There was a time when a new improv comedy from Christopher Guest and his regular cast of inspired comics would be eagerly awaited but as time goes by the returns are proving meager. For Your Consideration could have been the cream of the crop – after all Hollywood, the subject matter, is closest to the creators real lives and the targets are big and soft. Maybe that’s the problem.
Catherine O’Hara, Harry Shearer and Parker Posey play actors shooting the perfectly awful Home For Purim when an internet gossip starts a rumour that their work might be Oscar material. The sad thing is that that Catherine O’Hara’s performance as tragic Marilyn Hack might actually have been worthy of Oscar consideration if it had been in a better film.
Matt Damon and Angelina Jolie star in The Good Shepherd, a worthy American counterpoint to the classic Le Carré spy stories of the 70’s and 80’s – “Tinker Tailor Soldier Spy”, etc. – where the spies of both sides have more in common with each other than they do with their friends or their families. Despite the formation of the CIA as background, and a couple of telling illustrations of their revolution-toppling, despot-installing methods, it isn’t a particularly political film, but a portrait of a damaged but brilliant young man turning into an even more damaged middle-aged one.
An excellent cast notably Joe Pesci, Michael Gambon and William Hurt are well-served by Robert De Niro’s experienced, actor-friendly direction. He really does know what he’s doing behind the camera as well as in front.
I can recommend The Cave of the Yellow Dog as a restful and benign counterpoint to the angry, noisy, nonsense depicted in so many films these days. In Mongolia, the six ‑year-old daughter of a herder finds a stray dog and wants to keep it but father worries that it will bring bring wolves. It’s a classic story told in a relaxed documentary style; it probably should have been called “Lhassi”.
Science-fiction; fantasy; romance; oil painting: The Fountain is like no film I’ve ever seen before and seems to have been made for those people who thought that the “Star Child” sequence of 2001: A Space Odyssey was the best bit. I am not one of those people. Hugh Jackman plays Dr Tom Creo whose wife Izzy (Rachel Weisz) is dying of a brain tumour. Tom will do anything to keep her alive including experimental treatments from the bark of a mysterious South American tree. The Fountain is a film to watch more than listen to – quite beautiful and quite barmy.
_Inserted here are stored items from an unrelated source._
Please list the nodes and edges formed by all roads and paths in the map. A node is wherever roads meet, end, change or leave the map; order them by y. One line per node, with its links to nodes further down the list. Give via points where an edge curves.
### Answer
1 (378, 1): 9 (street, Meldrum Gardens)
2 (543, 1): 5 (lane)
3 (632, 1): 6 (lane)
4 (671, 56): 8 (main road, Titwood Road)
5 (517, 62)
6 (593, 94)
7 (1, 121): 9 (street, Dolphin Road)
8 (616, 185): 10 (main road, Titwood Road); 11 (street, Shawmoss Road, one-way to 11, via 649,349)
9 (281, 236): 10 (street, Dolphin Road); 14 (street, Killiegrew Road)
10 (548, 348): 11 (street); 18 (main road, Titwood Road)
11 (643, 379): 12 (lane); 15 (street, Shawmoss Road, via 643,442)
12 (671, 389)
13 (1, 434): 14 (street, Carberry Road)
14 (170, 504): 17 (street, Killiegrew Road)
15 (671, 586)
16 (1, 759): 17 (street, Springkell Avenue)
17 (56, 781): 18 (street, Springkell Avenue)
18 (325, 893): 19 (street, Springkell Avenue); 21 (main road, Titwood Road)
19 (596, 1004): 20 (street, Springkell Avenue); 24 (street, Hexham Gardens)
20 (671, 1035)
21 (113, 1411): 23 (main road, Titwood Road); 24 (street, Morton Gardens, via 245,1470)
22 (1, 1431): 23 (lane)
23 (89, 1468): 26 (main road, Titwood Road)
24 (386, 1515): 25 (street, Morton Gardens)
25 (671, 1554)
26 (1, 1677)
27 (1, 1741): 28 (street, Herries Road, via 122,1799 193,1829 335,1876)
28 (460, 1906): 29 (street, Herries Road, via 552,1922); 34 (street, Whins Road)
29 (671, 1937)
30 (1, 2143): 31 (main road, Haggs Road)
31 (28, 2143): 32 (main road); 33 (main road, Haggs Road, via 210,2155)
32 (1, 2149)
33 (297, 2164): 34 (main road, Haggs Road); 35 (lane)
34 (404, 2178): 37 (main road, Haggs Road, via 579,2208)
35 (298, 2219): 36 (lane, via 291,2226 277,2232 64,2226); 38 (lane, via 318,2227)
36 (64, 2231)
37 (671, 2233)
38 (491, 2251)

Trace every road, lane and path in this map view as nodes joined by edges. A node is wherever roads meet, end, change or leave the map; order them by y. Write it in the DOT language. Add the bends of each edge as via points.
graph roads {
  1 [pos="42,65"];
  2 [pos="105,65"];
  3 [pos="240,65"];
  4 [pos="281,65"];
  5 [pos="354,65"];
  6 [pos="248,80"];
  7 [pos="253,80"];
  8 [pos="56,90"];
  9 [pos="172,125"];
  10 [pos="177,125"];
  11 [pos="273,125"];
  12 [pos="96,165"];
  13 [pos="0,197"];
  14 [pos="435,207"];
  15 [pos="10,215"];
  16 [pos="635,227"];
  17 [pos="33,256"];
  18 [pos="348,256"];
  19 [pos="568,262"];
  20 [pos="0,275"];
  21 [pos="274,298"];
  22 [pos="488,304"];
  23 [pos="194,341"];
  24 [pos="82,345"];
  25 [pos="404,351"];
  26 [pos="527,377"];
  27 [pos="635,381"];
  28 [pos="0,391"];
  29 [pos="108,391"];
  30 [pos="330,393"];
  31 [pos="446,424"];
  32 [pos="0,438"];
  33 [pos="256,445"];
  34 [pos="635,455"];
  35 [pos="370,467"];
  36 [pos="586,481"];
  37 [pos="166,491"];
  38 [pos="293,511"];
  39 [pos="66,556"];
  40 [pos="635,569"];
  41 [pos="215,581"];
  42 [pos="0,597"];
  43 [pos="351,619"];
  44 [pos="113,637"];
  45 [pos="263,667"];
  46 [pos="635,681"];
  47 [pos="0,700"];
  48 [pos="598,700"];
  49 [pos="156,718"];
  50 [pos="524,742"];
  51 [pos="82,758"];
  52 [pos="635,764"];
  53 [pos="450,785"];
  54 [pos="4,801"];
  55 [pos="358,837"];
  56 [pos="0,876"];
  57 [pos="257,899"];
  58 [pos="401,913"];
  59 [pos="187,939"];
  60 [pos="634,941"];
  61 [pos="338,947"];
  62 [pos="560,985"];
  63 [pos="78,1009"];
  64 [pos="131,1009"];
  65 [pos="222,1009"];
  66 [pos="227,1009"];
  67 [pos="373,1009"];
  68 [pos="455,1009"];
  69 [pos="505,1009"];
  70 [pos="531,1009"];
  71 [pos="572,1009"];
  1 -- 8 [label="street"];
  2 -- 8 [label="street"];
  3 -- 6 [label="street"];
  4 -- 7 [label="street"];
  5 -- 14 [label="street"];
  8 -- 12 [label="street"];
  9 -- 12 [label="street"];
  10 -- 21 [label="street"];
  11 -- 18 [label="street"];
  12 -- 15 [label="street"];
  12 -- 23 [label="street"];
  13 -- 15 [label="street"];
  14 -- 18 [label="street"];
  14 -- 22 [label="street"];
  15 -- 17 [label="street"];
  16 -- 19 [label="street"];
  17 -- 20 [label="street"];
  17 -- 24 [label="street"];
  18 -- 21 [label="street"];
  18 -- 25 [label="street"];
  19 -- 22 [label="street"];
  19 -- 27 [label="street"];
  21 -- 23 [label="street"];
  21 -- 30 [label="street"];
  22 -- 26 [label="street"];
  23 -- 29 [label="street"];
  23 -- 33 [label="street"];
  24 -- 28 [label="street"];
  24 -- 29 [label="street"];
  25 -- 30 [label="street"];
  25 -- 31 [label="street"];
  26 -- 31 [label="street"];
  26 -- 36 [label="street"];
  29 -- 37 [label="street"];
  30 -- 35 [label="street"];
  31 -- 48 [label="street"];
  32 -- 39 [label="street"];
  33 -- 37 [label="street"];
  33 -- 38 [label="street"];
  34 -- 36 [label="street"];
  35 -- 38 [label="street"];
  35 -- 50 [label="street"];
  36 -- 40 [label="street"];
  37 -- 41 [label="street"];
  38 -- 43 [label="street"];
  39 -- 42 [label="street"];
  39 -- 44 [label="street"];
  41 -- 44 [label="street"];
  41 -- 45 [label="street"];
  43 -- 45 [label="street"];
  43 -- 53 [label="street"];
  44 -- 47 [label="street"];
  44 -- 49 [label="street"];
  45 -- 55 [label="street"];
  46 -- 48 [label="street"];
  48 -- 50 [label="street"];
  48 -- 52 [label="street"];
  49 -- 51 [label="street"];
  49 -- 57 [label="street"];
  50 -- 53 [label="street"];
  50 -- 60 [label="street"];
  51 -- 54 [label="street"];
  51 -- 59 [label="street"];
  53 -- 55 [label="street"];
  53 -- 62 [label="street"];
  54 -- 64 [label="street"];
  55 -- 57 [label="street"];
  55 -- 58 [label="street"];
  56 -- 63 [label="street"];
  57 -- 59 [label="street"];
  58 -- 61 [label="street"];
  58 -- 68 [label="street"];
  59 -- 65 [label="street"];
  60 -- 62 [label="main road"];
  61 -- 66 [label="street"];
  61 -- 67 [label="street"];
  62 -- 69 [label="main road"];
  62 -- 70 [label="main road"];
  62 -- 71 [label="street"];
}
The continued existence of the motion picture economy is dependent on the appearance of a Hugh Grant romantic comedy once a year whether he feels like it or not, and in Music and Lyrics he seems to be enjoying himself a little more than usual. Perhaps the sloppiness of Marc Lawrence’s direction meant that he wasn’t required to exert himself beyond a couple of takes. He plays Alex Fletcher, has-been star of 80s band Pop! who gets the chance to renew his lease on fame by writing a song for new sensation Cora. The only problem is he doesn’t write lyrics. Luckily, his plant waterer (Drew Barrymore) wrote turgid poetry at college and the rest is thoroughly predictable. Not a complete waste of time, the faux-80s music is right on the money.
Printed in Wellington’s Capital Times on 21 February, 2007.